Georgia's Republican U.S. senators, Johnny Isakson and David Perdue, also welcomed the repeal. Isakson called it "great news for Georgia's farmers and our entire agriculture industry" and added, "Federal government bureaucrats should not have the ability to control our streams, creeks, wetlands, ponds and ditches."
Perdue called it "a huge victory" from "a President who is taking our concerns seriously." He added, "This Obama-era rule was a blatant overreach from the federal government."
U.S. Rep.

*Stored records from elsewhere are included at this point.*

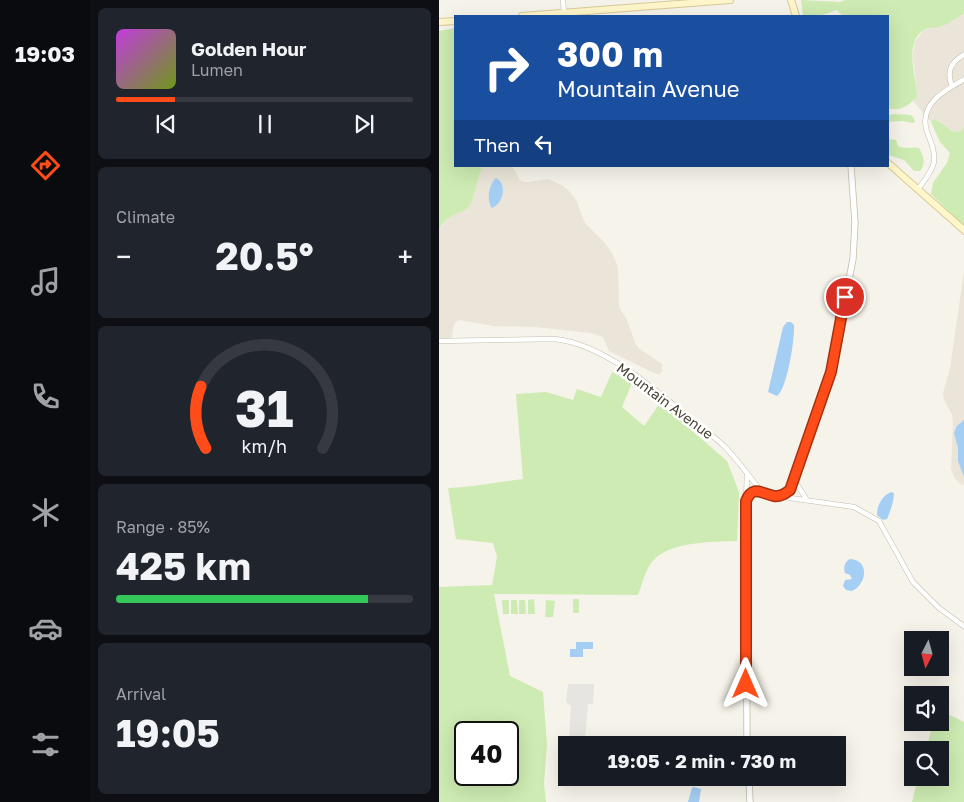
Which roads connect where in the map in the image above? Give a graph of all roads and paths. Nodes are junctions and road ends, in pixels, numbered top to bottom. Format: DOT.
graph roads {
  1 [pos="563,0"];
  2 [pos="730,0"];
  3 [pos="791,0"];
  4 [pos="564,13"];
  5 [pos="536,15"];
  6 [pos="797,15"];
  7 [pos="454,21"];
  8 [pos="439,22"];
  9 [pos="964,54"];
  10 [pos="964,79"];
  11 [pos="952,86"];
  12 [pos="889,164"];
  13 [pos="851,167"];
  14 [pos="918,189"];
  15 [pos="964,231"];
  16 [pos="439,341"];
  17 [pos="747,474"];
  18 [pos="794,480"];
  19 [pos="761,491"];
  20 [pos="783,495"];
  21 [pos="807,500"];
  22 [pos="746,501"];
  23 [pos="964,627"];
  24 [pos="747,736"];
  25 [pos="749,786"];
  26 [pos="750,802"];
  1 -- 4 [label="street"];
  2 -- 4 [label="main road"];
  3 -- 6 [label="main road"];
  4 -- 5 [label="main road"];
  7 -- 8 [label="main road"];
  9 -- 11 [label="street"];
  10 -- 11 [label="street"];
  11 -- 14 [label="street"];
  12 -- 14 [label="main road"];
  13 -- 18 [label="street"];
  14 -- 15 [label="main road"];
  16 -- 17 [label="street, Mountain Avenue"];
  17 -- 19 [label="street, Mountain Avenue"];
  17 -- 22 [label="street"];
  18 -- 20 [label="street"];
  18 -- 21 [label="street"];
  19 -- 20 [label="street"];
  19 -- 22 [label="street"];
  20 -- 21 [label="street"];
  21 -- 23 [label="street"];
  22 -- 24 [label="street"];
  25 -- 26 [label="street"];
}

Scott DesJarlais, R-Tenn., who represents one of Tennessee's most rural congressional districts, said the rule threatened private property rights, state law and the state's agriculture industry.
"It was a federal land grab, pure and simple, threatening citizens' property rights and state authority, as well as the Constitution's separation of powers," DesJarlais said in a news release.

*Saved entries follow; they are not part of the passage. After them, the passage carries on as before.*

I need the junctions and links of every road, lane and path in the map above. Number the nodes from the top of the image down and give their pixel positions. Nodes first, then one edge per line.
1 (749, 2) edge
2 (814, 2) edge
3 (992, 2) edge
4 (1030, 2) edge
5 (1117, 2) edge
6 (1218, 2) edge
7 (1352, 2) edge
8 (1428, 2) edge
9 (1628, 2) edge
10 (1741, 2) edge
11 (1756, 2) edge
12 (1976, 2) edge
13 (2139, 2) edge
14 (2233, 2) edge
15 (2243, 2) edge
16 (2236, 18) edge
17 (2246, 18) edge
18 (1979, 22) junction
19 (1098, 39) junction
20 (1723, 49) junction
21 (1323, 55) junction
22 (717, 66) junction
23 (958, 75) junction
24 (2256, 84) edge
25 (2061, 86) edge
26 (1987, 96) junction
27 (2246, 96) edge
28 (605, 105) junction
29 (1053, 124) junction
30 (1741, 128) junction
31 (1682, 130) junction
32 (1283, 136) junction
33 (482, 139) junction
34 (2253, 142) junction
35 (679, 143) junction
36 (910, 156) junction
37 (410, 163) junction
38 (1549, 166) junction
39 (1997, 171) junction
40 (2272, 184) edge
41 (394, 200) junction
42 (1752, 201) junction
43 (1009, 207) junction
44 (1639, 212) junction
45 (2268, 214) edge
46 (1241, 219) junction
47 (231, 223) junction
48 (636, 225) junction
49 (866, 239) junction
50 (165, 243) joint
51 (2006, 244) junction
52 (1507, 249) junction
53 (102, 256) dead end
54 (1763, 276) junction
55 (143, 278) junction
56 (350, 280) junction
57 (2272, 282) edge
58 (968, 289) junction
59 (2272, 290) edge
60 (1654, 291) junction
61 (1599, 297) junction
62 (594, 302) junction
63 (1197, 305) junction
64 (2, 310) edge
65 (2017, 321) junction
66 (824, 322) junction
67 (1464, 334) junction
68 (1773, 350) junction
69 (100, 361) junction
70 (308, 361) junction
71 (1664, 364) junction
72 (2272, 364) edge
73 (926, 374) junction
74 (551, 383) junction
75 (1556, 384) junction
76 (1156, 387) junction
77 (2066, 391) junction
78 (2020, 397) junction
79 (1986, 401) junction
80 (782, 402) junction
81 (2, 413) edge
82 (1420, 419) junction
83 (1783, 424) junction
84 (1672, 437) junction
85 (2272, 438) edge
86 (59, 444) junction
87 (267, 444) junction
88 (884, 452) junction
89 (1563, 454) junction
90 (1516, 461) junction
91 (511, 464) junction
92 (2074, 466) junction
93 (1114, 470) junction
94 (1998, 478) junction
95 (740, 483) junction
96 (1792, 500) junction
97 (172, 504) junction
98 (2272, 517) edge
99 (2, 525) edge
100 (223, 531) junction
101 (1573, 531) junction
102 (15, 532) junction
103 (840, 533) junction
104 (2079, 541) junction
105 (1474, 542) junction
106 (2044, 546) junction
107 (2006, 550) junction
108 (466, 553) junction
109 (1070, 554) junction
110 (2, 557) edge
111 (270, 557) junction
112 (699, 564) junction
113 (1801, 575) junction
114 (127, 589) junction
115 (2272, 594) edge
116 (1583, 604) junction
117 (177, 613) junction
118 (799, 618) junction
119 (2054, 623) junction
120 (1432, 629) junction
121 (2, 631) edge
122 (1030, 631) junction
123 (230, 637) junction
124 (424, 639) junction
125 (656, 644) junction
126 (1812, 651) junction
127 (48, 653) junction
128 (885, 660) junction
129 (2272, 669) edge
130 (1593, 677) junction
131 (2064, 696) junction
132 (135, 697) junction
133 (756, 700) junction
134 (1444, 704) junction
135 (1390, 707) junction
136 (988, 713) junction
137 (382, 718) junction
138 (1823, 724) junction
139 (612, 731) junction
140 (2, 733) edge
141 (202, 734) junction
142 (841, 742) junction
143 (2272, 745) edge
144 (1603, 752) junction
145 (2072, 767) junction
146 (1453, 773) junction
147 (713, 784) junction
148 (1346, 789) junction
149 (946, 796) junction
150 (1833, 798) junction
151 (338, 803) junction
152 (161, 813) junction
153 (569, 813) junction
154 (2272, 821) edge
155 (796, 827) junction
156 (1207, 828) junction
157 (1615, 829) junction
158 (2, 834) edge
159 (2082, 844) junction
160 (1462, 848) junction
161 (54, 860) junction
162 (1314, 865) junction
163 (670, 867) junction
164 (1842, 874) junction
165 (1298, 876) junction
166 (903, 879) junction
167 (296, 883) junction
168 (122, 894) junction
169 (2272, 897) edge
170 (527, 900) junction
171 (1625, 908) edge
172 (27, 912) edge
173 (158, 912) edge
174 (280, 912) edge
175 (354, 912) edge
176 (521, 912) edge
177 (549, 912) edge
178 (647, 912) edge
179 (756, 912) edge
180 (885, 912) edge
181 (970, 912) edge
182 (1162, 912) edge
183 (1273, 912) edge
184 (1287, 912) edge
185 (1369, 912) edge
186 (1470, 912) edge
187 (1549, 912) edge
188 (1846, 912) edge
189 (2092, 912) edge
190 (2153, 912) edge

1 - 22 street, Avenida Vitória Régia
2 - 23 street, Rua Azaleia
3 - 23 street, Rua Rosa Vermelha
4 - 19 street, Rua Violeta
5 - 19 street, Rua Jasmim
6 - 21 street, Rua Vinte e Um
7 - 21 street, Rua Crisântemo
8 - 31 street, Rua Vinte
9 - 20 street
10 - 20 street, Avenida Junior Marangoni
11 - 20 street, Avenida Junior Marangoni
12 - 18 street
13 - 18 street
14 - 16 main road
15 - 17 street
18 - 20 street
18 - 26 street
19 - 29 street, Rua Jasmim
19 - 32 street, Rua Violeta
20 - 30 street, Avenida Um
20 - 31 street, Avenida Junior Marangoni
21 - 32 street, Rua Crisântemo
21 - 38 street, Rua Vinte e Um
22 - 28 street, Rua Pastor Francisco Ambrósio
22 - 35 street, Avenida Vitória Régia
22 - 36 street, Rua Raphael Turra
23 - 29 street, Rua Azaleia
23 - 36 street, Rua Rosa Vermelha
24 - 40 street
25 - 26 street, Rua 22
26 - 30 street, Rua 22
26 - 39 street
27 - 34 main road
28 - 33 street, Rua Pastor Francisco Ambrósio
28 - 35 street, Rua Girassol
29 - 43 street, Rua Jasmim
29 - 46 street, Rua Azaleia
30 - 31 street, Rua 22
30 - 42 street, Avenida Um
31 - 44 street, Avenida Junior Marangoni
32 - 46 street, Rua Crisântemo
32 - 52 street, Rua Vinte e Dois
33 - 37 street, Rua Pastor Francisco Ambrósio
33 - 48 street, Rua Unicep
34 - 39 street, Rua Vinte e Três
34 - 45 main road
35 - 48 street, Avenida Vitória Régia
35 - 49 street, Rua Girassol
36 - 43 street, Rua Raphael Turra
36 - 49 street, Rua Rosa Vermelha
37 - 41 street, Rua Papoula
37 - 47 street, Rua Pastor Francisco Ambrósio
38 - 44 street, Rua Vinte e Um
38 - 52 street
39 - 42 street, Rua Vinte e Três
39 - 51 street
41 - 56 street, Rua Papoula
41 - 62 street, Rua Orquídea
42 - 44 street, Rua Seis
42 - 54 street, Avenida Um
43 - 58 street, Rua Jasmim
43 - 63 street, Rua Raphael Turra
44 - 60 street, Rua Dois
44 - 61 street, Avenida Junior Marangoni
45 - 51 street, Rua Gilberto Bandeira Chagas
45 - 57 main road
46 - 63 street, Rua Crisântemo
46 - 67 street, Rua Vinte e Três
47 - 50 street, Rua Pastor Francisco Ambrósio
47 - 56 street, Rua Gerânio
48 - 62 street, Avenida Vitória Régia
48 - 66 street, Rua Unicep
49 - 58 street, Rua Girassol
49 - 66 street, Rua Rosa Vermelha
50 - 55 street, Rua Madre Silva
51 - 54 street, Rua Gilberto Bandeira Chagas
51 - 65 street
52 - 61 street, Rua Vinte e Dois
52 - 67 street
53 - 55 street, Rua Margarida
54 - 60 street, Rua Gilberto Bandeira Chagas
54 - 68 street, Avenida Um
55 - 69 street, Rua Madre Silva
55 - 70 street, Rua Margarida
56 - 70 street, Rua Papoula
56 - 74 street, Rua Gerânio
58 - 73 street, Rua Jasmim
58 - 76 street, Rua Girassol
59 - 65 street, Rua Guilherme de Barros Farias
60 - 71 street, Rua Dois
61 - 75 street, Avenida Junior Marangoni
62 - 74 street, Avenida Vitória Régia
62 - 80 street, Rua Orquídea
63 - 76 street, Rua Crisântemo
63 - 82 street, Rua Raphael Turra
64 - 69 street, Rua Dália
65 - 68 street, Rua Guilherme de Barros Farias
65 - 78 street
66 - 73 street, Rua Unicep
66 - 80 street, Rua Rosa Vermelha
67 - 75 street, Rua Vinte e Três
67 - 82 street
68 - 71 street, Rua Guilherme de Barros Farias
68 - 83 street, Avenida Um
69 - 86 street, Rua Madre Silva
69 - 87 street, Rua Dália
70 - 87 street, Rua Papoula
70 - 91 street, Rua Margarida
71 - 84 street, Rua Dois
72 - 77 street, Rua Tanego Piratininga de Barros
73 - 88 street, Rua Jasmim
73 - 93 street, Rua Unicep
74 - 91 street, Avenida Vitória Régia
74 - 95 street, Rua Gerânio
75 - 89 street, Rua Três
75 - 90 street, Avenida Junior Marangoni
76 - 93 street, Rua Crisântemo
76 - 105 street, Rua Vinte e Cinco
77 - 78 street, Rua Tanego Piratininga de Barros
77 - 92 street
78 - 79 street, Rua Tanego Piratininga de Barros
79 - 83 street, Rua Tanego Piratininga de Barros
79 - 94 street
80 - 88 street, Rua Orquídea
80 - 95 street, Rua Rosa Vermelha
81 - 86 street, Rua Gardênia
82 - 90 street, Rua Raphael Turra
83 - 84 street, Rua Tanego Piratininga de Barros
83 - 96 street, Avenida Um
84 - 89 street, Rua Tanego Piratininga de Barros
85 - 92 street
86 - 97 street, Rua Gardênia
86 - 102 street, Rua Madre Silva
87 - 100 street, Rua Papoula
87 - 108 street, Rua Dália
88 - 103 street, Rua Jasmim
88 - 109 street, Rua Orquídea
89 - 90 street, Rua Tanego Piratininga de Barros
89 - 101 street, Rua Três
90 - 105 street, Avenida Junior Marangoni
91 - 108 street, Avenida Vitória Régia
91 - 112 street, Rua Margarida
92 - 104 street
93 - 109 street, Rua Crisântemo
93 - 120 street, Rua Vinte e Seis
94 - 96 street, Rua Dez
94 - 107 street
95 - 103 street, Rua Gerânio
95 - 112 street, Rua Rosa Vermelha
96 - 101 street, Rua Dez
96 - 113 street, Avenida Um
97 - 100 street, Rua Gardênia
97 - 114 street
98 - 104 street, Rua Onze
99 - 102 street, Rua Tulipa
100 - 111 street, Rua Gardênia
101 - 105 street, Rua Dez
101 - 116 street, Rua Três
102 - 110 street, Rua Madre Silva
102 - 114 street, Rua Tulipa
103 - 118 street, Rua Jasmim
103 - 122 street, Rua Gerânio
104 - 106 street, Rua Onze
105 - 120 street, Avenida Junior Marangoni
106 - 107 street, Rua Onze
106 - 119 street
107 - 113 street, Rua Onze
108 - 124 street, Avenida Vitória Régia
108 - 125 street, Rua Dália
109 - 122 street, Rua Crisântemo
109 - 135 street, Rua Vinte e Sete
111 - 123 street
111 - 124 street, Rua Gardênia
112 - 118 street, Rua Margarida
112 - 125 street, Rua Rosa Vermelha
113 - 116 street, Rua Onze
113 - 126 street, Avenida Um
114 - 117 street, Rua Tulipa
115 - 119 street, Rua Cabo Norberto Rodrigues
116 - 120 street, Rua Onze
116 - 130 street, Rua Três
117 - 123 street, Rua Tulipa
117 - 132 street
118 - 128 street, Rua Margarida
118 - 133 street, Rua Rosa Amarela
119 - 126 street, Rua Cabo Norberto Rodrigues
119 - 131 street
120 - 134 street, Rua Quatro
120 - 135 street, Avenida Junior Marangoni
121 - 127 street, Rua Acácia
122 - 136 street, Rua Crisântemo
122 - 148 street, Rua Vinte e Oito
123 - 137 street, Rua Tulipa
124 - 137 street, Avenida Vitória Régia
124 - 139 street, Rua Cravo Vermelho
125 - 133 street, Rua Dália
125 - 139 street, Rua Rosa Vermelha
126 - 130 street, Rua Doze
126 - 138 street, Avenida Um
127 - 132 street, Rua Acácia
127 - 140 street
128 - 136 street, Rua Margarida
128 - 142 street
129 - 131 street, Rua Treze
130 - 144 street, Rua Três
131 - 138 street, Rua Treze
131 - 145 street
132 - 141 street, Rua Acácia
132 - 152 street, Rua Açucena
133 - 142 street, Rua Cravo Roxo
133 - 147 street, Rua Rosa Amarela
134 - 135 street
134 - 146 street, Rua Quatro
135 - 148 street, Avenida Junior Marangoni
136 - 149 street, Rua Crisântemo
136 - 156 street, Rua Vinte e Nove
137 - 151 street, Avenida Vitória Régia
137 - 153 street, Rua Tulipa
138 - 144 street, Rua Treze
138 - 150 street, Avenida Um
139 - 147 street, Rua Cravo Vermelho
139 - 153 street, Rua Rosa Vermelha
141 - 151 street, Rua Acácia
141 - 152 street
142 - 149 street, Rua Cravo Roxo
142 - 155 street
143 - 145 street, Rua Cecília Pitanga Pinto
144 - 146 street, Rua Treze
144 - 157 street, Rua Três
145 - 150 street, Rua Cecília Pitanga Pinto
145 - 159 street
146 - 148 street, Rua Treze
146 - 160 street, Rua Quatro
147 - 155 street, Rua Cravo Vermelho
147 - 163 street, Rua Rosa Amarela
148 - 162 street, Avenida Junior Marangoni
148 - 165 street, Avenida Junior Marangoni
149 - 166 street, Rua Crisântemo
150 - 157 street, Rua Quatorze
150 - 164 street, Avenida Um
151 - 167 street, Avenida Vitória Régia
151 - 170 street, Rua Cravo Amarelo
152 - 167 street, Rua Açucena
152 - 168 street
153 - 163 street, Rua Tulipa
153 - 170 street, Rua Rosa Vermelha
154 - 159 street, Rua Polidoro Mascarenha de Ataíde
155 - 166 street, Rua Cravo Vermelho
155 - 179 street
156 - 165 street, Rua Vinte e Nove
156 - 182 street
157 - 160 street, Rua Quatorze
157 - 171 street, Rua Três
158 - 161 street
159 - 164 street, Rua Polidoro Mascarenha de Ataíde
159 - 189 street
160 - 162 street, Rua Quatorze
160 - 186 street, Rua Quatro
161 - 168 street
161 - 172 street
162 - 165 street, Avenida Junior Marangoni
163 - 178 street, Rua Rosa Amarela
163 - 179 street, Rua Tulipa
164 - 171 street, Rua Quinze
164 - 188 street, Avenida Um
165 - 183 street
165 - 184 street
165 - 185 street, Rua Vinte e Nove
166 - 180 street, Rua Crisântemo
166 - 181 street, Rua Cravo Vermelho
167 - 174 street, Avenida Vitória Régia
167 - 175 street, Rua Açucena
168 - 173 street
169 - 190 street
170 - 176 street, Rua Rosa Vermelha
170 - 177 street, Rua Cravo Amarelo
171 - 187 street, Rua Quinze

But environmental groups including the Southern Environmental Law Center say gutting the rule will have an especially bad impact in the South.
"EPA's proposal to rescind the Clean Water Rule calls into question basic protections for many streams and wetlands and jeopardizes clean water for all Americans, and nowhere is that threat greater to the health and wellbeing of our communities than in the South," Derb Carter, director of the SELC's North Carolina offices, said in a statement.
Carter said that compared to other regions, Southern states, inluding Tennessee, "have more miles of streams, more acres of wetlands, and weak and underfunded state water quality programs, making the region especially vulnerable to the loss of federal clean water protections."
He said weakening the rule "is a gift to polluters."
According to the SELC, the existing rule protects waterways that nearly 20 million people in Tennessee, Georgia, Alabama, North Carolina, South Carolina and Virginia depend on for drinking water.
The six states collectively have more than 600,000 miles of streams and some 22 million acres of wetlands, which the SELC said helps filter polluted runoff as well as reduce risks of flooding and boost wildlife habitat protections.
In Tennessee, according to the SELC, threatened waters include small trout streams in the mountains, upland swamps on the Cumberland Plateau and highland bogs. The group said 57 percent of the stream miles ultimately flow into public drinking water systems for 3.5 million people.
According to SELC, Georgia's threatened waters include small creeks in the northern mountains, cypress domes in the Coastal Plain and over half the stream miles in the Piedmont that supply water to public drinking water systems for 4.9 million people.